Working with data in MATLAB
Contents
Reading and saving data
Suppose that you have carried out a large computation with MATLAB - one that takes a couple of hours or so to finish. Do you need to run this program every time you want to look at the output? No, you don't - not if you've saved the output to a file.
MATLAB provides many different options for saving data to a file, in many different formats using commands such as
fprintf
or
fwrite
These commands produce data files that can be read into MATLAB or into different programming languages; detailed descriptions of how to work with them can be found using the help command.
The easiest data format to work with in MATLAB -- and the one we'll focus on -- is MATLAB's own native format. Files in this format end with the ".mat" suffix - e.g.
data_out.mat
To save data in the .mat file 'flnm.mat', the command
save flnm.mat
is used. To retrieve data from the .mat file 'flnm.mat', the command
load flnm.mat
is used. Consider the following example, in which we numerically approximate the solution to an ODE
dt = .01; t = 0:dt:10; x(1) = 3; for k=2:length(t) x(k) = x(k-1)+dt*(1-x(k-1)^2); end
We can look at the solution:
plot(t,x)
To save the output to the file data1.mat we type
save data1.mat
We can then clear memory
clear all
If we now try to plot x against t, we'll get an error message - because neither is in memory:
plot(t,x)
Undefined function or variable 't'.
But if we load the data back into memory
load data1.mat
then both of the arrays x and t are back in memory
plot(t,x)
Being able to save to and read from data files is very important when working with programs that take a long time to run (so you don't want to have to do it over and over again), or when working with large datasets.
Working with data
Suppose we've measured the POC concentration in ocean sediments at a number of different depths and we want to estimate the surface sediment flux and refractory POC concentration, knowing that the bioturbation diffusivity is
D = 35 cm^2/kyr
that the remineralization rate coefficient is
k = 1.5x10^-9 s^-1
and that the burial flux rate w is negligible. As we discussed in section 6.5, we can do this using linear regression modelling.

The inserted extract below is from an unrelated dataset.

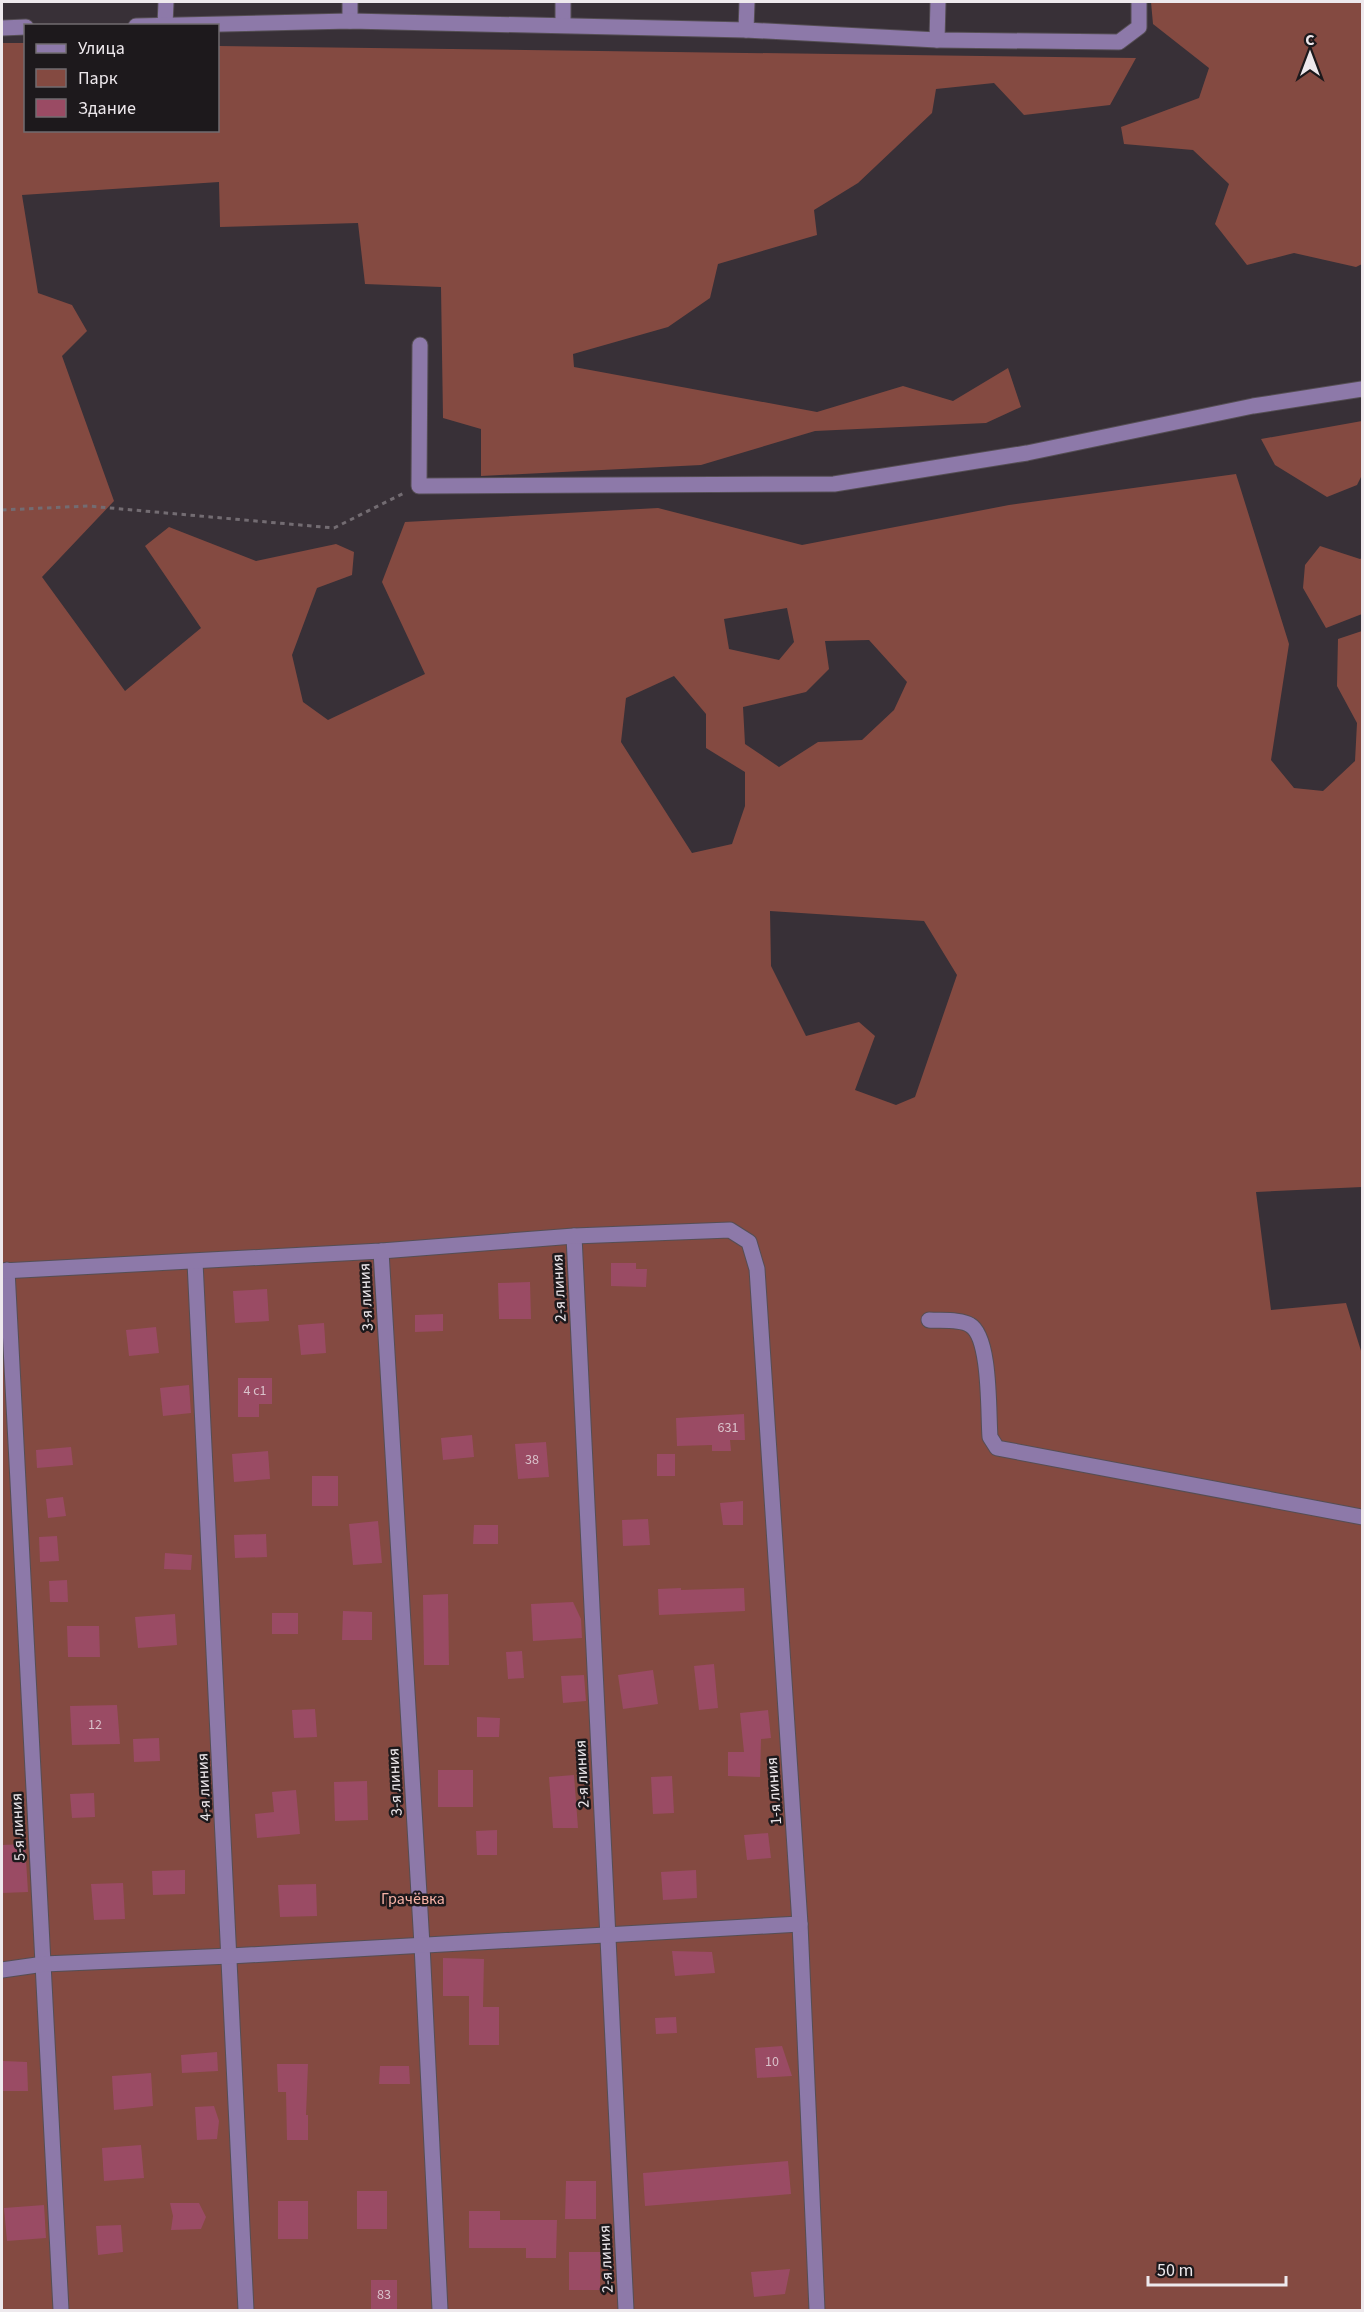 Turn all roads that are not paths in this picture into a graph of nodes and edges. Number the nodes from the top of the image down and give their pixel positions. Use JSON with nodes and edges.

But what are our data? Well, the data file
poc_data.mat
contains measurements of POC (in units mol/m^3) at depths z (measured in m) with the sign convention that z increases with depth. These data are saved in the arrays C and z. This dataset can be downloaded from the course website at
http://web.uvic.ca/~monahana/eos225/poc_data.mat
Download this file to your home directory. Having downloaded the data, let's read them in to MATLAB
load poc_data.mat
and have a look at them
plot(C,z,'o')
Note that because z increases with depth, deeper values of C are at the top of the plot. We can use the following command to flip the orientation of the plot
set(gca,'ydir','reverse')
The set command can be used to change the plot in all sorts of ways - in this case, to set the y direction ('ydir') from 'normal' to 'reverse' (that is, increasing downward). To get more information, you can type
help set
These data show a general decrease of POC concentration with depth (as expected), but one which is noisy.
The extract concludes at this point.